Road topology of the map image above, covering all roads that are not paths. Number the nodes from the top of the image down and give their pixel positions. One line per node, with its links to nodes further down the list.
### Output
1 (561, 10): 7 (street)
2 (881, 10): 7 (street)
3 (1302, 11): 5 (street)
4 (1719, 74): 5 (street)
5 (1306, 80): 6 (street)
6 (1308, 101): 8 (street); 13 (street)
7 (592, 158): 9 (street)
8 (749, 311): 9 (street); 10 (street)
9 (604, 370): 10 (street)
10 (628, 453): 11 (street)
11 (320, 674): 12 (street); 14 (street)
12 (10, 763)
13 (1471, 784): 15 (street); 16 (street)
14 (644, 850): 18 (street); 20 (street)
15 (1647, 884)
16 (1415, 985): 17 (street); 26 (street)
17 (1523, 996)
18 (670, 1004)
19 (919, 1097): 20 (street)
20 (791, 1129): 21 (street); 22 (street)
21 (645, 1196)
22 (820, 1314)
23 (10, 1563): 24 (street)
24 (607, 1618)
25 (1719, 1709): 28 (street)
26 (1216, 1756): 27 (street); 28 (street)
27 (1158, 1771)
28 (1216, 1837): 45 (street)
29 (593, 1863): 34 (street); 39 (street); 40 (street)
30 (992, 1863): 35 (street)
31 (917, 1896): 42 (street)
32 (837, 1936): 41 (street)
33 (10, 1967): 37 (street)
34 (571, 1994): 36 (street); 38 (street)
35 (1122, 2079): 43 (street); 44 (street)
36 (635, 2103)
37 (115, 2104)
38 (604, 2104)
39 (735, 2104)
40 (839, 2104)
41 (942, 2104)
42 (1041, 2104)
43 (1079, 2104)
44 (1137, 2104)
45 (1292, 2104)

• [Goal of the exercise]: Every entry above should be transcribed exactly as it appears.

• [Exercise result]:
Road topology of the map image above, covering all roads that are not paths. Number the nodes from the top of the image down and give their pixel positions. One line per node, with its links to nodes further down the list.
### Output
1 (561, 10): 7 (street)
2 (881, 10): 7 (street)
3 (1302, 11): 5 (street)
4 (1719, 74): 5 (street)
5 (1306, 80): 6 (street)
6 (1308, 101): 8 (street); 13 (street)
7 (592, 158): 9 (street)
8 (749, 311): 9 (street); 10 (street)
9 (604, 370): 10 (street)
10 (628, 453): 11 (street)
11 (320, 674): 12 (street); 14 (street)
12 (10, 763)
13 (1471, 784): 15 (street); 16 (street)
14 (644, 850): 18 (street); 20 (street)
15 (1647, 884)
16 (1415, 985): 17 (street); 26 (street)
17 (1523, 996)
18 (670, 1004)
19 (919, 1097): 20 (street)
20 (791, 1129): 21 (street); 22 (street)
21 (645, 1196)
22 (820, 1314)
23 (10, 1563): 24 (street)
24 (607, 1618)
25 (1719, 1709): 28 (street)
26 (1216, 1756): 27 (street); 28 (street)
27 (1158, 1771)
28 (1216, 1837): 45 (street)
29 (593, 1863): 34 (street); 39 (street); 40 (street)
30 (992, 1863): 35 (street)
31 (917, 1896): 42 (street)
32 (837, 1936): 41 (street)
33 (10, 1967): 37 (street)
34 (571, 1994): 36 (street); 38 (street)
35 (1122, 2079): 43 (street); 44 (street)
36 (635, 2103)
37 (115, 2104)
38 (604, 2104)
39 (735, 2104)
40 (839, 2104)
41 (942, 2104)
42 (1041, 2104)
43 (1079, 2104)
44 (1137, 2104)
45 (1292, 2104)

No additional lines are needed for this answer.